Critique – The Beach Bum, de Harmony Korine

En l’an de grâce 2012, un OVNI traverse la planète Hollywood : Spring Breakers, d’Harmony Korine. Ce dernier, principalement connu pour avoir travaillé sur Kids, le classique de Larry Clark, signait alors son cinquième long-métrage comme réalisateur. Narrant les mésaventures violentes de quatre adolescentes fêtardes dans une atmosphère sulfureuse et amorale, et bardé de jeunes vedettes plus habituées aux films « pour toute la famille » (notamment Selena Gomez et Vanessa Hudgens), Spring Breakers avait déclenché des réactions pour le moins contrastées chez ceux qui l’avaient vu. Mais ce qui frappait en premier lieu à la vision de ce film, c’était l’ambiguïté de son message (à supposer qu’il y en ait un) par rapport à la jeunesse et à la société américaine contemporaine. Sept ans plus tard, The Beach Bum, nouveau film de Korine, pourrait peut-être lever certaines ambiguïtés.

Moondog est un poète à succès, qui n’a rien publié depuis un moment et qui mène une vie bohême faite de sexe, de drogues et de Pabst Blue Ribbon. Lorsque sa richissime épouse décède dans un accident de voiture après une fête particulièrement arrosée, Moondog découvre que le testament de cette dernière spécifie qu’il doit absolument terminer l’écriture de son dernier recueil s’il veut toucher son héritage. Fort de ce synopsis qui, n’eut été de sa crudité, aurait très bien pu faire l’objet d’une comédie de série B avec Tom Hanks ou Adam Sandler, Harmony Korine concocte un film qui reprend certains des ingrédients testés dans Spring Breakers : une esthétique colorée (servie par le directeur photo Benoît Debie, un des meilleurs de sa génération) tranchant avec le « trash » des situations, et un casting rempli de têtes connues utilisées à contre-emploi: Matthew McConaughey, Zac Efron, Jonah Hill, Martin Lawrence (qu’on n’avait pas vu depuis un moment), Snoop Dogg (qui n’a pas forcément l’air au courant de jouer dans un film)… Là où les deux films s’écartent l’un de l’autre, c’est que Spring Breakers pouvaient passer pour un commentaire cynique sur la perte de repaires de la jeunesse américaine, sa fascination pour la violence et le « bling-bling » et son incapacité à se projeter dans un quelconque avenir : en effet, les personnages étaient à ce point vides, réduits à des enveloppes charnelles désirables mais insignifiantes, qu’un effet de distanciation pouvait se créer, distanciation renforcée par l’emploi d’un montage cyclique, où plusieurs séquences se répétaient continuellement. Or, dans The Beach Bum, on sent que Korine a de l’affection pour Moondog, personnage rétif à toute forme de responsabilité. Certaines scènes nous font comprendre qu’en sa jeunesse il a bousculé les conventions reliées à la discipline poétique, notamment lorsqu’il aperçoit par hasard une projection d’un de ses vieux récitals devant un public décontenancé. Or Moondog est plongé dans une époque où plus rien ne décontenance personne, y compris la mort : c’est à peine si le décès violent de la femme qu’il aime le fait réagir, et c’est à peine si ses propres comportements criminels le mettent dans l’embarras. Il est le dernier hippie, celui qui ne comprend pas sa propre vanité. Il est le miroir d’une certaine Amérique qui s’enorgueillit de ses succès passés entre deux bouffées de dope.
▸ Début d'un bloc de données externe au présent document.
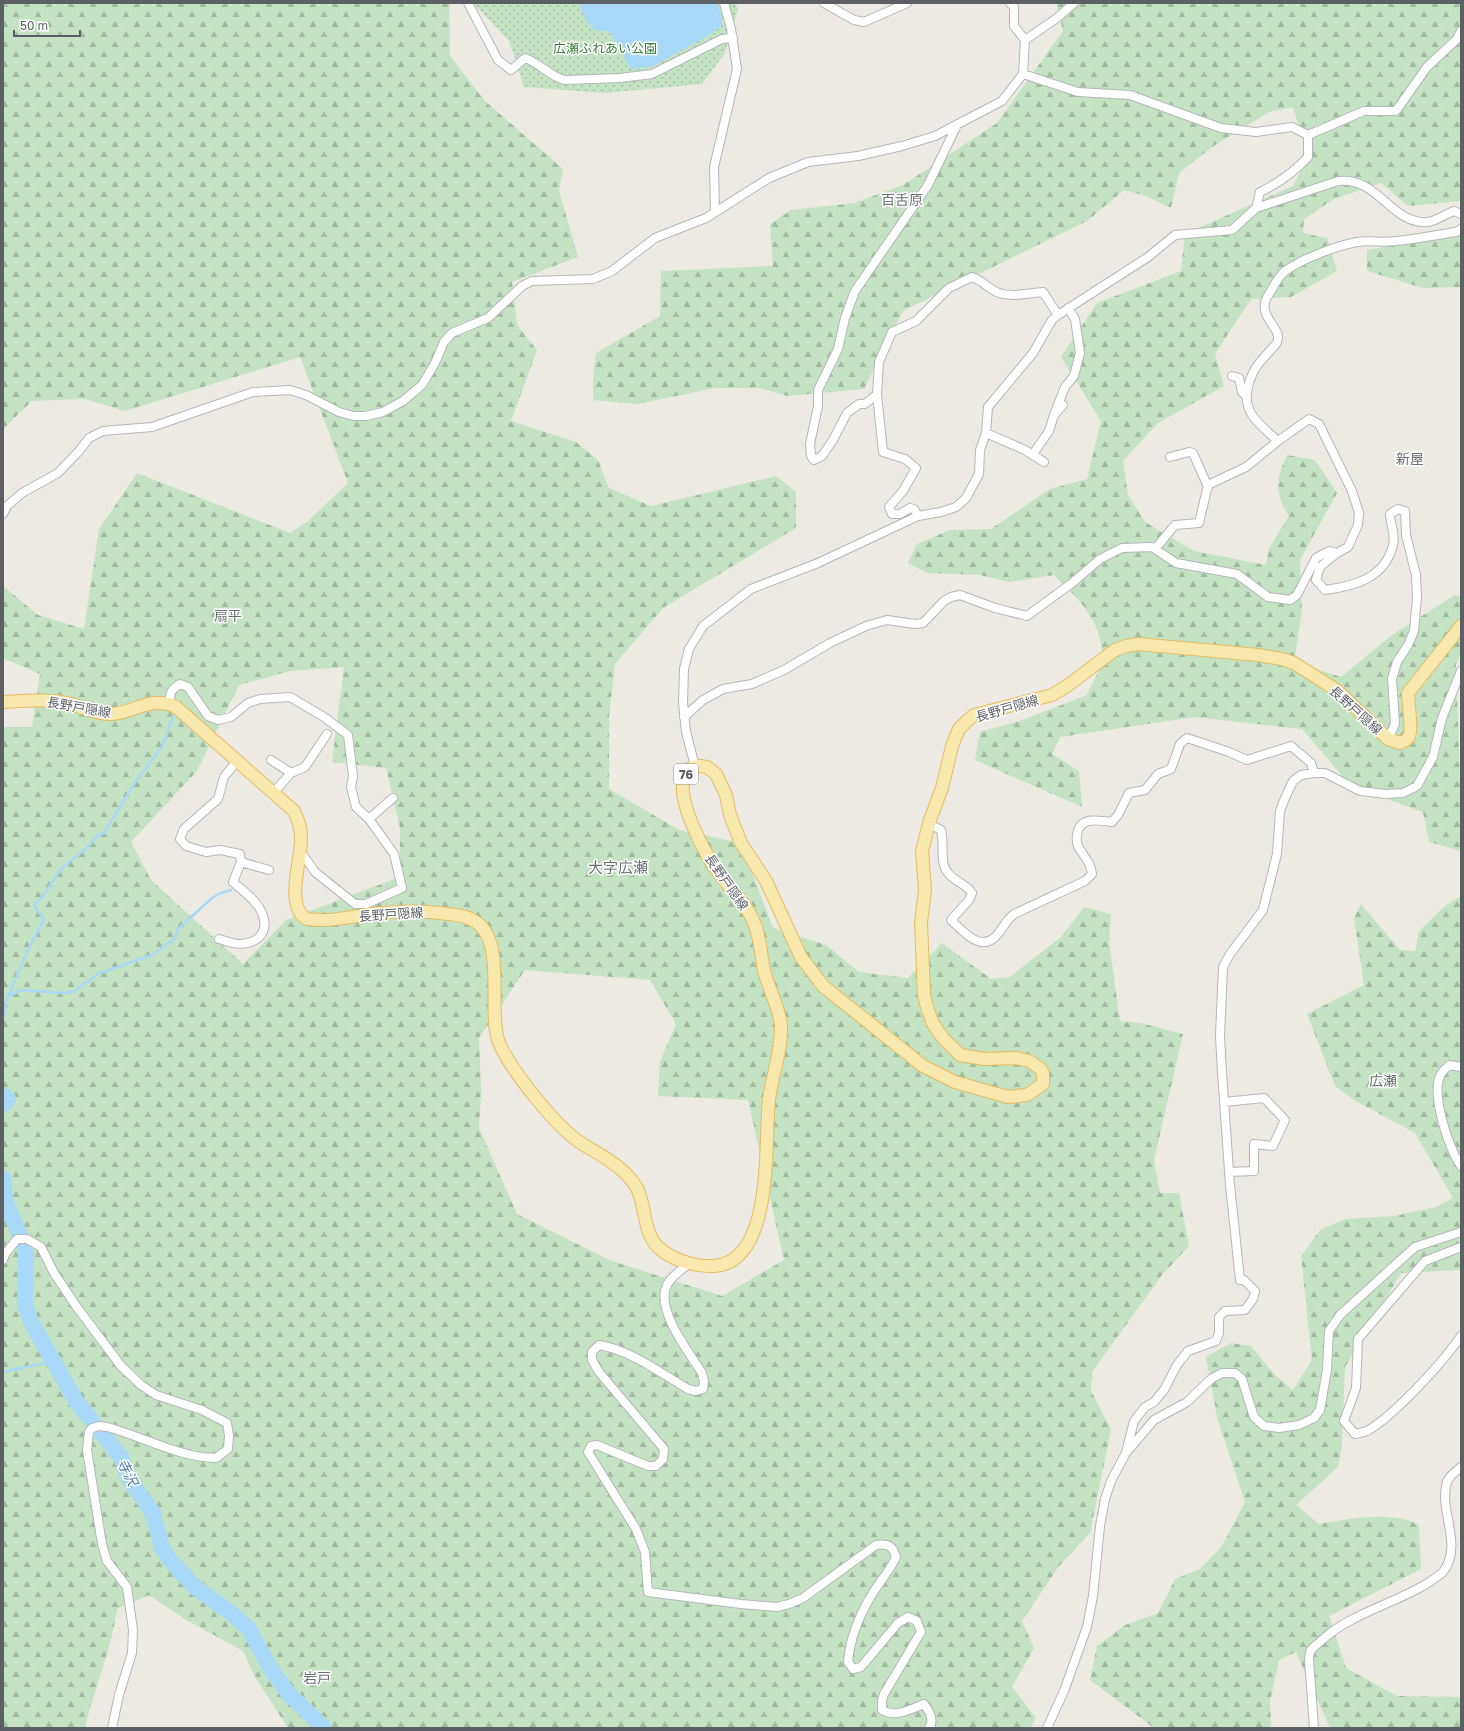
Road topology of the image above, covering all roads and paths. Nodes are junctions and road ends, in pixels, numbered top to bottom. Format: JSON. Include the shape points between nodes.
{"nodes":[{"id":1,"x":468,"y":3,"type":"edge"},
{"id":2,"x":724,"y":3,"type":"edge"},
{"id":3,"x":824,"y":3,"type":"edge"},
{"id":4,"x":906,"y":3,"type":"edge"},
{"id":5,"x":1010,"y":3,"type":"edge"},
{"id":6,"x":1074,"y":3,"type":"edge"},
{"id":7,"x":1461,"y":31,"type":"edge"},
{"id":8,"x":733,"y":38,"type":"junction"},
{"id":9,"x":1025,"y":40,"type":"junction"},
{"id":10,"x":1023,"y":74,"type":"junction"},
{"id":11,"x":957,"y":125,"type":"junction"},
{"id":12,"x":1308,"y":135,"type":"junction"},
{"id":13,"x":1256,"y":208,"type":"junction"},
{"id":14,"x":716,"y":211,"type":"junction"},
{"id":15,"x":1461,"y":214,"type":"edge"},
{"id":16,"x":1461,"y":229,"type":"edge"},
{"id":17,"x":1068,"y":308,"type":"junction"},
{"id":18,"x":1058,"y":315,"type":"junction"},
{"id":19,"x":1232,"y":376,"type":"dead end"},
{"id":20,"x":877,"y":394,"type":"junction"},
{"id":21,"x":1246,"y":396,"type":"junction"},
{"id":22,"x":1063,"y":405,"type":"dead end"},
{"id":23,"x":1054,"y":415,"type":"junction"},
{"id":24,"x":986,"y":433,"type":"junction"},
{"id":25,"x":1278,"y":440,"type":"junction"},
{"id":26,"x":1033,"y":454,"type":"junction"},
{"id":27,"x":1170,"y":456,"type":"dead end"},
{"id":28,"x":1044,"y":462,"type":"dead end"},
{"id":29,"x":1208,"y":487,"type":"junction"},
{"id":30,"x":3,"y":514,"type":"edge"},
{"id":31,"x":918,"y":516,"type":"junction"},
{"id":32,"x":1155,"y":549,"type":"junction"},
{"id":33,"x":1337,"y":553,"type":"junction"},
{"id":34,"x":1461,"y":626,"type":"edge"},
{"id":35,"x":1461,"y":671,"type":"edge"},
{"id":36,"x":3,"y":702,"type":"edge"},
{"id":37,"x":168,"y":703,"type":"junction"},
{"id":38,"x":684,"y":717,"type":"junction"},
{"id":39,"x":327,"y":734,"type":"dead end"},
{"id":40,"x":1388,"y":739,"type":"junction"},
{"id":41,"x":271,"y":760,"type":"dead end"},
{"id":42,"x":237,"y":761,"type":"junction"},
{"id":43,"x":695,"y":766,"type":"junction"},
{"id":44,"x":291,"y":773,"type":"junction"},
{"id":45,"x":1314,"y":773,"type":"junction"},
{"id":46,"x":274,"y":792,"type":"junction"},
{"id":47,"x":393,"y":798,"type":"dead end"},
{"id":48,"x":369,"y":819,"type":"junction"},
{"id":49,"x":929,"y":824,"type":"junction"},
{"id":50,"x":301,"y":852,"type":"junction"},
{"id":51,"x":242,"y":862,"type":"junction"},
{"id":52,"x":269,"y":870,"type":"dead end"},
{"id":53,"x":220,"y":939,"type":"dead end"},
{"id":54,"x":1461,"y":1067,"type":"edge"},
{"id":55,"x":1224,"y":1102,"type":"junction"},
{"id":56,"x":1461,"y":1166,"type":"edge"},
{"id":57,"x":1229,"y":1172,"type":"junction"},
{"id":58,"x":1461,"y":1232,"type":"edge"},
{"id":59,"x":1461,"y":1247,"type":"edge"},
{"id":60,"x":3,"y":1260,"type":"edge"},
{"id":61,"x":690,"y":1262,"type":"junction"},
{"id":62,"x":1461,"y":1336,"type":"edge"},
{"id":63,"x":1126,"y":1453,"type":"junction"},
{"id":64,"x":1461,"y":1467,"type":"edge"},
{"id":65,"x":112,"y":1728,"type":"edge"},
{"id":66,"x":929,"y":1728,"type":"edge"},
{"id":67,"x":1047,"y":1728,"type":"edge"},
{"id":68,"x":1314,"y":1728,"type":"edge"}],
"edges":[{"from":1,"to":8,"type":"street","via":[[498,60],[511,70],[525,58],[532,60],[557,78],[565,80],[652,74],[722,39]]},
{"from":2,"to":8,"type":"street"},
{"from":3,"to":4,"type":"street","via":[[854,20],[864,22]]},
{"from":5,"to":9,"type":"street","via":[[1014,7],[1014,26]]},
{"from":6,"to":9,"type":"street"},
{"from":7,"to":12,"type":"street","via":[[1457,39],[1428,67],[1396,111],[1364,112]]},
{"from":8,"to":14,"type":"street","via":[[738,69],[714,167]]},
{"from":9,"to":10,"type":"street"},
{"from":10,"to":11,"type":"street","via":[[1002,101]]},
{"from":10,"to":12,"type":"street","via":[[1078,92],[1130,95],[1220,128],[1256,132],[1292,127]]},
{"from":11,"to":14,"type":"street","via":[[935,136],[902,146],[858,156],[808,162],[769,178]]},
{"from":11,"to":20,"type":"street","via":[[928,185],[855,292],[845,318],[838,349],[818,390],[818,406],[810,444],[814,460],[822,456],[846,414]]},
{"from":12,"to":13,"type":"street","via":[[1308,156],[1297,169],[1260,192]]},
{"from":13,"to":15,"type":"street","via":[[1332,183],[1349,180],[1377,192],[1396,212],[1415,221],[1429,222],[1454,211]]},
{"from":13,"to":17,"type":"street","via":[[1232,230],[1175,235],[1148,257]]},
{"from":14,"to":30,"type":"street","via":[[706,218],[655,238],[612,271],[593,279],[532,281],[522,286],[488,318],[452,333],[444,342],[435,364],[422,385],[404,401],[383,412],[353,416],[290,390],[268,390],[253,392],[152,427],[103,431],[89,438],[58,473],[22,493]]},
{"from":16,"to":21,"type":"street","via":[[1394,242],[1357,242],[1306,260],[1284,273],[1266,299],[1263,308],[1278,333],[1277,342],[1259,363],[1251,377]]},
{"from":17,"to":18,"type":"street"},
{"from":17,"to":23,"type":"street","via":[[1075,319],[1080,353],[1074,376],[1064,387]]},
{"from":18,"to":20,"type":"street","via":[[1043,292],[1004,294],[993,291],[972,277],[949,288],[916,321],[892,332],[879,362]]},
{"from":18,"to":24,"type":"street","via":[[1052,320],[1030,357],[988,407]]},
{"from":19,"to":21,"type":"street","via":[[1240,378],[1242,392]]},
{"from":20,"to":31,"type":"street","via":[[883,452],[905,459],[916,468],[903,491],[889,507],[890,512],[896,515],[910,508],[914,509]]},
{"from":21,"to":25,"type":"street","via":[[1246,405],[1255,420]]},
{"from":22,"to":23,"type":"street"},
{"from":23,"to":26,"type":"street","via":[[1049,431]]},
{"from":24,"to":26,"type":"street"},
{"from":24,"to":31,"type":"street","via":[[980,450],[979,474],[966,498],[956,506],[941,512]]},
{"from":25,"to":29,"type":"street","via":[[1246,467]]},
{"from":25,"to":33,"type":"street","via":[[1309,419],[1319,424],[1352,491],[1359,513],[1358,525],[1348,547]]},
{"from":26,"to":28,"type":"street"},
{"from":27,"to":29,"type":"street","via":[[1193,453]]},
{"from":29,"to":32,"type":"street","via":[[1199,523],[1175,525]]},
{"from":31,"to":38,"type":"street","via":[[818,563],[751,589],[703,626],[688,649],[684,669]]},
{"from":32,"to":33,"type":"street","via":[[1176,563],[1237,574],[1268,597],[1290,600],[1297,595],[1316,558],[1329,551]]},
{"from":32,"to":38,"type":"street","via":[[1122,548],[1100,559],[1027,616],[960,595],[944,601],[923,623],[887,620],[866,626],[830,643],[784,670],[752,684],[723,689],[703,700]]},
{"from":33,"to":40,"type":"street","via":[[1320,567],[1316,580],[1325,590],[1370,578],[1384,564],[1394,545],[1390,514],[1398,509],[1404,511],[1406,535],[1416,575],[1417,597],[1414,631],[1397,662],[1392,679],[1395,724]]},
{"from":34,"to":40,"type":"main road","name":"長野戸隠線","via":[[1408,693],[1411,732],[1408,739],[1400,743]]},
{"from":35,"to":45,"type":"street","via":[[1442,718],[1433,757],[1417,786],[1403,793],[1360,791],[1324,773]]},
{"from":36,"to":37,"type":"main road","name":"長野戸隠線","via":[[62,702],[110,714],[129,711],[149,703]]},
{"from":37,"to":42,"type":"main road","name":"長野戸隠線","number":"76","via":[[183,712]]},
{"from":37,"to":48,"type":"street","via":[[172,688],[180,684],[188,687],[208,716],[218,720],[231,717],[248,703],[260,699],[290,697],[348,735],[356,807]]},
{"from":38,"to":43,"type":"street","via":[[688,744]]},
{"from":39,"to":44,"type":"street","via":[[305,767]]},
{"from":40,"to":49,"type":"main road","name":"長野戸隠線","number":"76","via":[[1338,691],[1294,663],[1282,659],[1159,645],[1126,646],[1115,650],[1052,695],[974,715],[958,729]]},
{"from":41,"to":44,"type":"street"},
{"from":42,"to":46,"type":"main road","name":"長野戸隠線","number":"76"},
{"from":42,"to":51,"type":"street","via":[[224,777],[218,799],[184,829],[180,839],[186,846],[206,852],[220,850],[240,854]]},
{"from":43,"to":49,"type":"main road","name":"長野戸隠線","number":"76","via":[[707,767],[716,774],[726,795],[741,844],[768,886],[801,957],[823,986],[923,1066],[937,1074],[1002,1097],[1017,1098],[1027,1095],[1043,1084],[1041,1069],[1030,1060],[984,1059],[960,1055],[933,1024],[926,1007],[922,955],[925,890],[922,851]]},
{"from":43,"to":61,"type":"main road","name":"長野戸隠線","number":"76","via":[[687,772],[683,783],[689,814],[697,836],[713,865],[741,898],[752,918],[760,942],[766,976],[779,1015],[781,1032],[768,1105],[767,1170],[762,1203],[751,1236],[738,1257],[728,1262],[714,1266]]},
{"from":44,"to":46,"type":"street"},
{"from":45,"to":49,"type":"street","via":[[1311,763],[1291,746],[1247,760],[1187,738],[1180,744],[1171,769],[1158,774],[1145,790],[1129,793],[1112,822],[1087,820],[1081,824],[1077,832],[1077,844],[1092,866],[1092,874],[1085,881],[1014,914],[995,937],[985,943],[976,942],[950,920],[969,900],[972,893],[944,867],[941,830]]},
{"from":45,"to":55,"type":"street","via":[[1301,775],[1294,781],[1285,798],[1280,811],[1277,854],[1263,910],[1223,967],[1220,1036]]},
{"from":46,"to":50,"type":"main road","name":"長野戸隠線","number":"76","via":[[290,806],[296,816],[301,832]]},
{"from":47,"to":48,"type":"street"},
{"from":48,"to":50,"type":"street","via":[[394,854],[402,888],[366,904],[355,904],[315,872]]},
{"from":50,"to":61,"type":"main road","name":"長野戸隠線","number":"76","via":[[295,898],[299,911],[307,919],[419,911],[459,915],[474,920],[481,926],[488,937],[493,954],[494,1024],[499,1042],[508,1059],[561,1127],[613,1163],[633,1182],[650,1233],[658,1247],[674,1258]]},
{"from":51,"to":52,"type":"street"},
{"from":51,"to":53,"type":"street","via":[[233,882],[260,909],[266,924],[264,933],[254,941],[240,944]]},
{"from":54,"to":56,"type":"street","via":[[1449,1065],[1440,1074],[1438,1092],[1444,1128]]},
{"from":55,"to":57,"type":"street"},
{"from":55,"to":57,"type":"street","via":[[1264,1098],[1285,1120],[1273,1146],[1254,1144],[1254,1171]]},
{"from":57,"to":63,"type":"street","via":[[1240,1280],[1244,1280],[1255,1291],[1253,1299],[1244,1310],[1225,1311],[1218,1317],[1219,1334],[1216,1341],[1188,1351],[1177,1365],[1164,1390],[1154,1402],[1144,1407],[1134,1421]]},
{"from":58,"to":63,"type":"street","via":[[1415,1246],[1340,1315],[1329,1331],[1327,1370],[1320,1410],[1314,1418],[1299,1425],[1279,1428],[1264,1426],[1254,1417],[1242,1379],[1235,1373],[1222,1374],[1212,1379],[1188,1402],[1154,1420]]},
{"from":59,"to":62,"type":"street","via":[[1424,1261],[1358,1339],[1356,1388],[1344,1421],[1355,1434],[1367,1431],[1397,1407]]},
{"from":60,"to":65,"type":"street","via":[[17,1239],[35,1242],[46,1254],[54,1273],[76,1306],[121,1366],[156,1395],[202,1410],[227,1423],[229,1429],[228,1449],[216,1458],[200,1458],[175,1451],[107,1427],[99,1426],[89,1432],[87,1450],[102,1544],[108,1561],[127,1587],[133,1630],[132,1653]]},
{"from":61,"to":66,"type":"street","via":[[677,1272],[667,1286],[664,1300],[671,1321],[702,1373],[703,1389],[688,1390],[613,1347],[599,1345],[592,1352],[592,1360],[599,1372],[664,1449],[663,1459],[656,1466],[648,1466],[597,1445],[591,1446],[588,1452],[636,1529],[645,1552],[648,1592],[777,1607],[803,1598],[876,1545],[889,1545],[894,1549],[896,1557],[870,1596],[860,1617],[849,1647],[848,1662],[853,1669],[861,1667],[898,1623],[908,1617],[917,1621],[921,1632],[884,1694],[882,1710],[889,1714],[898,1713],[924,1704],[930,1712],[932,1724]]},
{"from":63,"to":67,"type":"street","via":[[1111,1481],[1105,1499],[1087,1627],[1064,1691]]},
{"from":64,"to":68,"type":"street","via":[[1446,1483],[1447,1504],[1456,1539],[1455,1551],[1447,1568],[1421,1586],[1374,1608],[1329,1634],[1311,1650],[1309,1659]]}]}
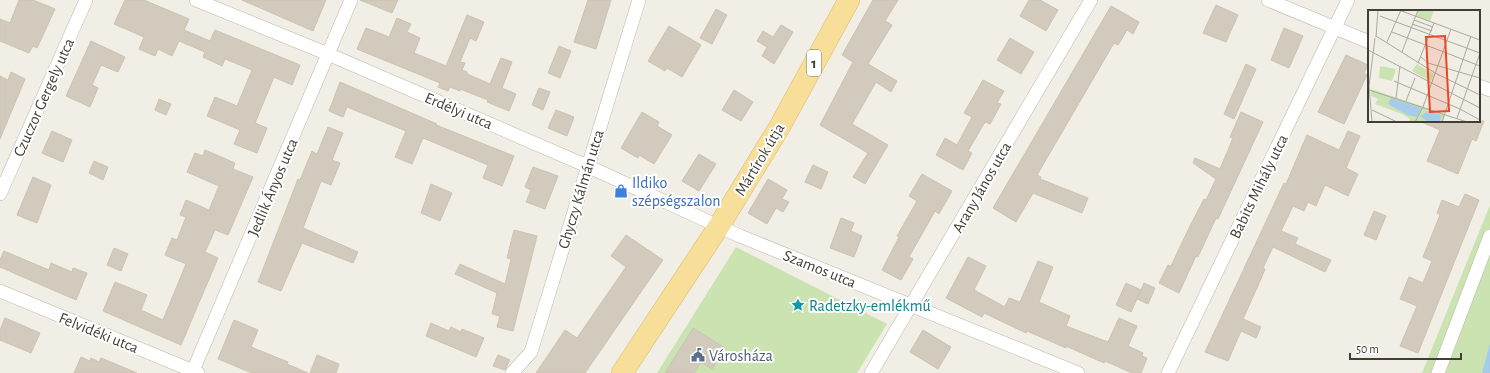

Devant l’hédonisme poussé à l’extrême, devant la fuite en avant éternelle et toutes les formes de débauche qui l’accompagnent, Harmony Korine nous ménage quelques scènes bien drôles (il faut tout de même l’admettre) mais laisse de moins en moins de place à l’interprétation. Provocation pure et simple, ou jeu du chat et de la souris? Ou alors est-ce simplement le spectateur qui pense (encore) trop?